Mvuemba has been acknowledged by the CFDA/Vogue Trend Fund and her types are cherished by celebrities together with Beyoncé, Tracee Ellis Ross and Issa Rae. Credit score: Ilya S. Savenok/Getty Photos
In “Hanifa Dream,” Mvuemba ventured into new textiles, debuting knit clothes, patent leather-based coats and structured robes manufactured from denim. Texture was a theme within the present, as Hanifa melded her signature uneven, structured clothes into new tactile mediums. One of many first appears was a blue patent leather-based trench, signifying this growth in method.

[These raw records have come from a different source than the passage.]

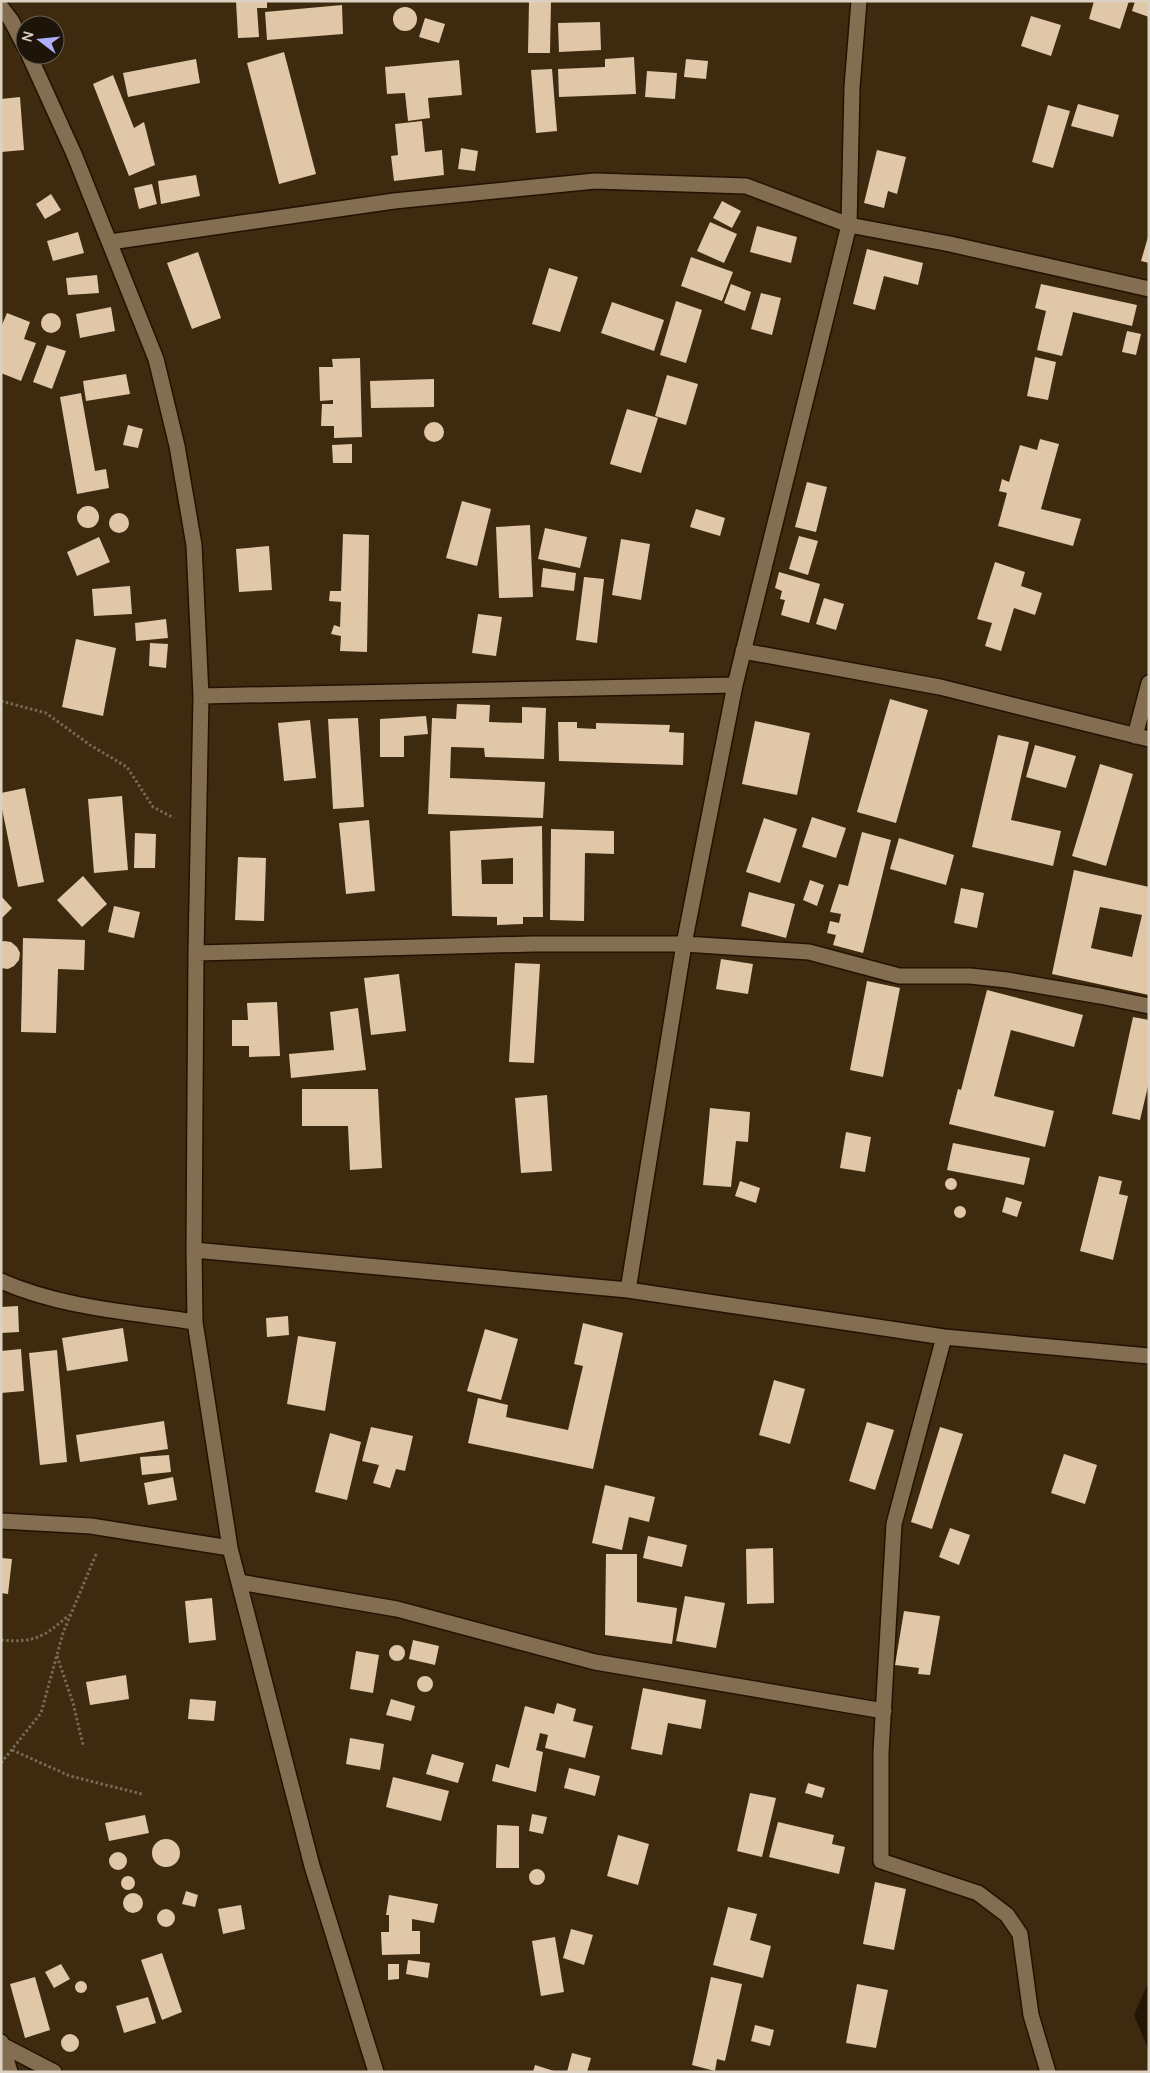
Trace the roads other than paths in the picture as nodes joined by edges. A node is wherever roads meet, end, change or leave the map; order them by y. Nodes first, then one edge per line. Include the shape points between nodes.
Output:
1 (859, 1) edge
2 (1, 7) edge
3 (15, 28) edge
4 (34, 65) edge
5 (849, 225) junction
6 (110, 242) junction
7 (1149, 289) edge
8 (743, 651) junction
9 (1149, 683) edge
10 (735, 685) junction
11 (201, 696) junction
12 (1142, 738) edge
13 (684, 944) junction
14 (196, 952) junction
15 (1149, 1006) edge
16 (194, 1250) junction
17 (1, 1282) edge
18 (628, 1290) junction
19 (195, 1322) junction
20 (944, 1337) junction
21 (1149, 1356) edge
22 (1, 1521) edge
23 (230, 1548) junction
24 (238, 1582) junction
25 (884, 1712) junction
26 (2, 2043) edge
27 (10, 2072) edge
28 (54, 2072) edge
29 (376, 2072) edge
30 (1048, 2072) edge

1 - 5 street via 852,87
2 - 3 street
4 - 6 street
5 - 6 street via 746,186 595,181 394,201
5 - 7 street
5 - 8 street
6 - 11 street via 156,359 177,446 194,545
8 - 10 street
8 - 12 street via 940,687
9 - 12 street
10 - 11 street
10 - 13 street
11 - 14 street
13 - 14 street
13 - 15 street via 809,952 899,976 979,977
13 - 18 street
14 - 16 street
16 - 18 street
16 - 19 street
17 - 19 street via 74,1304
18 - 20 street
19 - 23 street
20 - 21 street
20 - 25 street via 894,1524
22 - 23 street via 108,1528
23 - 24 street
24 - 25 street via 397,1609 595,1662
24 - 29 street via 312,1866
25 - 30 street via 881,1861 978,1893 1007,1915 1020,1934 1031,2014
26 - 27 street
26 - 28 street

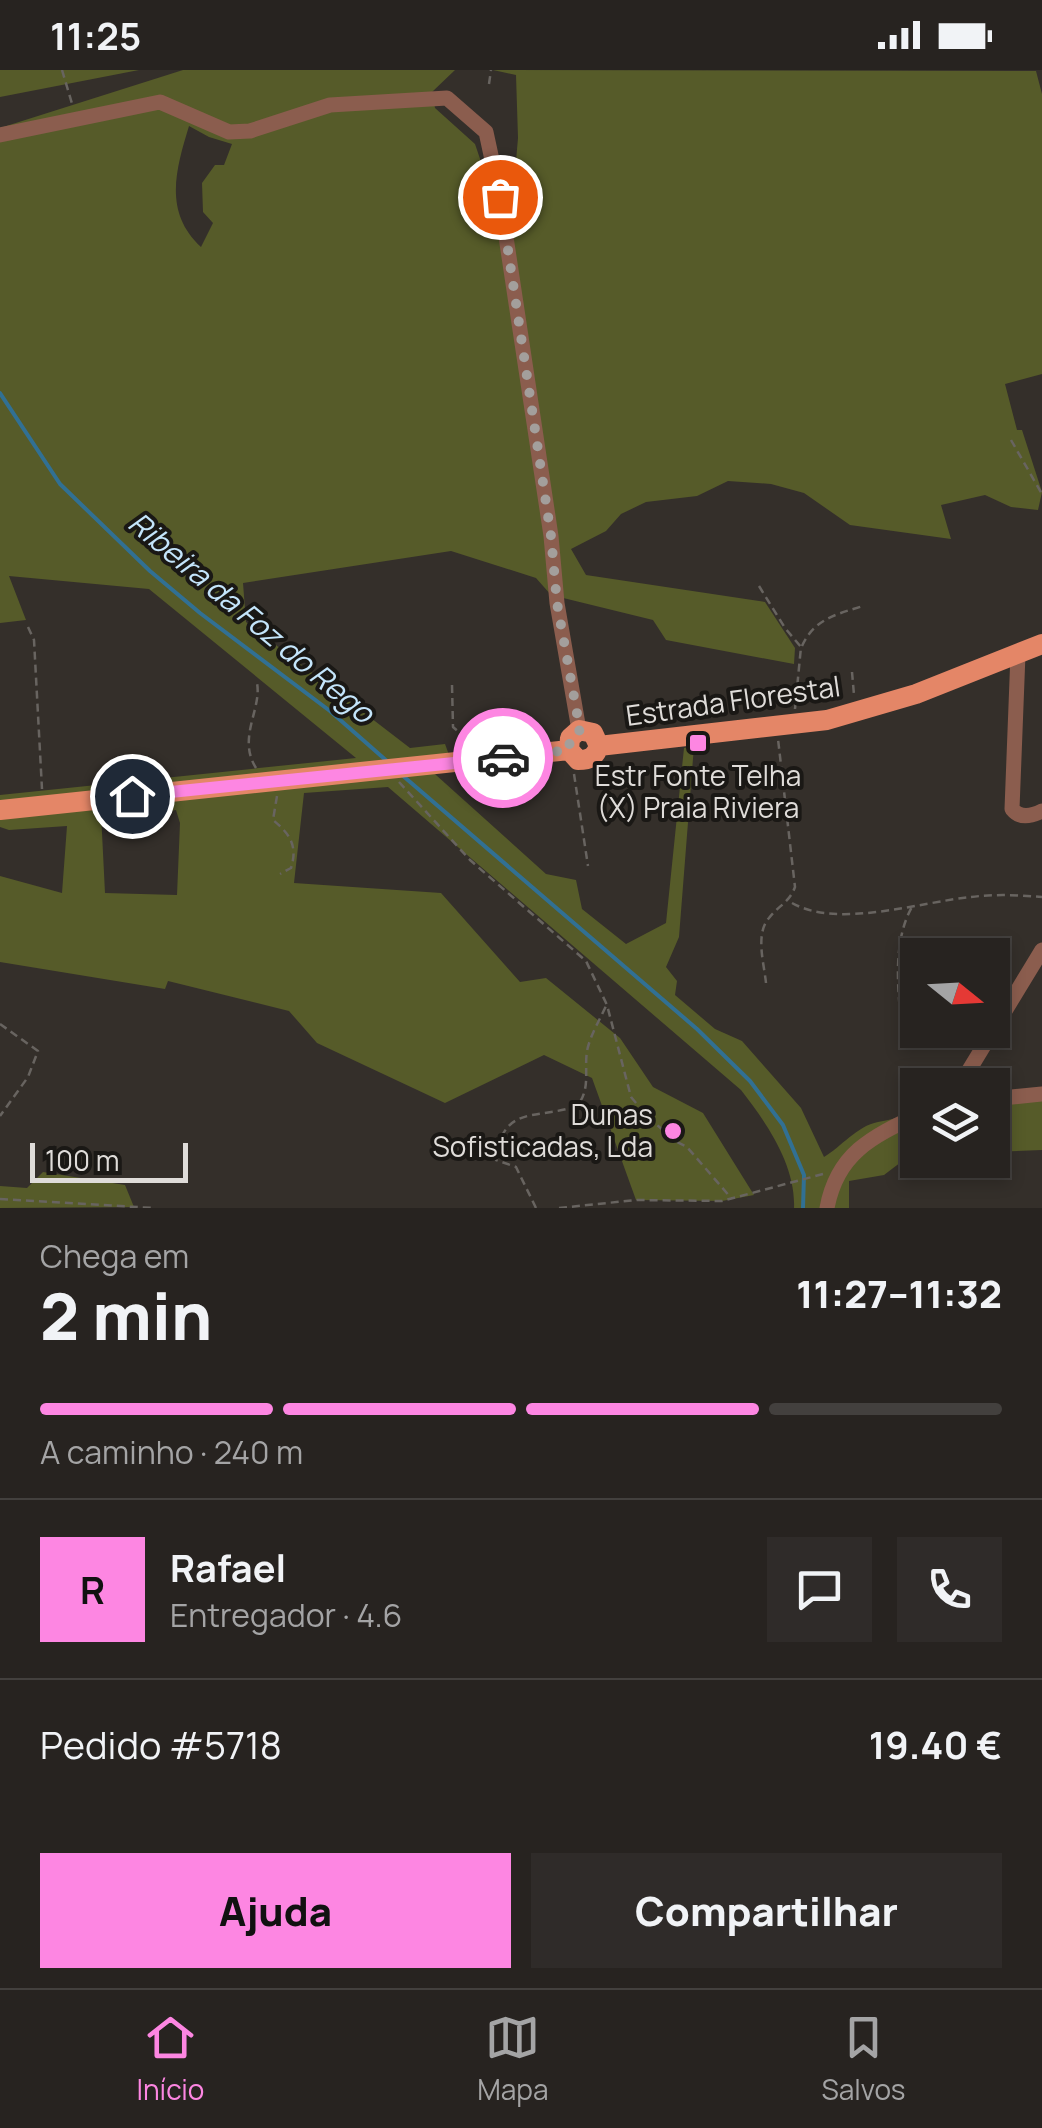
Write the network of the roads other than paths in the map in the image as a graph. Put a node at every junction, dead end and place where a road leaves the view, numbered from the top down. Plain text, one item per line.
1 (0, 134) edge
2 (1042, 644) edge
3 (1018, 654) junction
4 (580, 730) junction
5 (599, 746) junction
6 (573, 755) junction
7 (0, 810) edge
8 (1042, 811) edge
9 (1042, 950) edge
10 (970, 1068) edge
11 (1042, 1094) edge
12 (1010, 1097) edge
13 (900, 1125) edge
14 (827, 1208) edge

1 - 4 street
2 - 3 main road, Estrada Florestal
3 - 5 main road, Estrada Florestal
3 - 8 street
4 - 5 main road
4 - 6 main road
5 - 6 main road
6 - 7 main road
9 - 10 street
11 - 12 street
13 - 14 street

Mvuemba’s label has a historical past of efficiently redefining notions of how a trend model should attain its viewers. Holding open casting calls to ladies within the DC space is among the methods the founder has stayed true to this mission all through her model growth.
“The world is altering, issues are shifting, why do now we have to observe what everybody else has been doing?” Mvuemba mentioned.
Trend has seen the rise of Black-owned and -operated labels, however trend historian Shelby Ivie Christie says there’s nonetheless work to be executed. Credit score: Zara Israel
At occasions thought-about a trend outsider, Mvuemba initially based her firm with no exterior funding and he or she has organically grown her fanbase whereas persevering with to function from her Maryland studio. Quite a lot of the model’s visibility has been all the way down to its relationships with historic Black publications like Essence journal, and folks of coloration in trend, media, and leisure areas.
Mvuemba, who’s Congolese, is closely influenced by African tradition and design, however she says she did not wish to be labeled as an African designer due to inequity. Credit score: Shannon Finney/Getty Photos for Hanifa
“Once I began, I did not wish to be labeled as an African designer as a result of they’re positioned in a separate class,” Mvuemba mentioned. “I all the time use African tradition in my tailoring, which is so necessary. You see the seams, you see the construction, you see the attractive prints. So, I simply wished to nonetheless have that and do it my very own approach. And that is what I have been doing since I began.”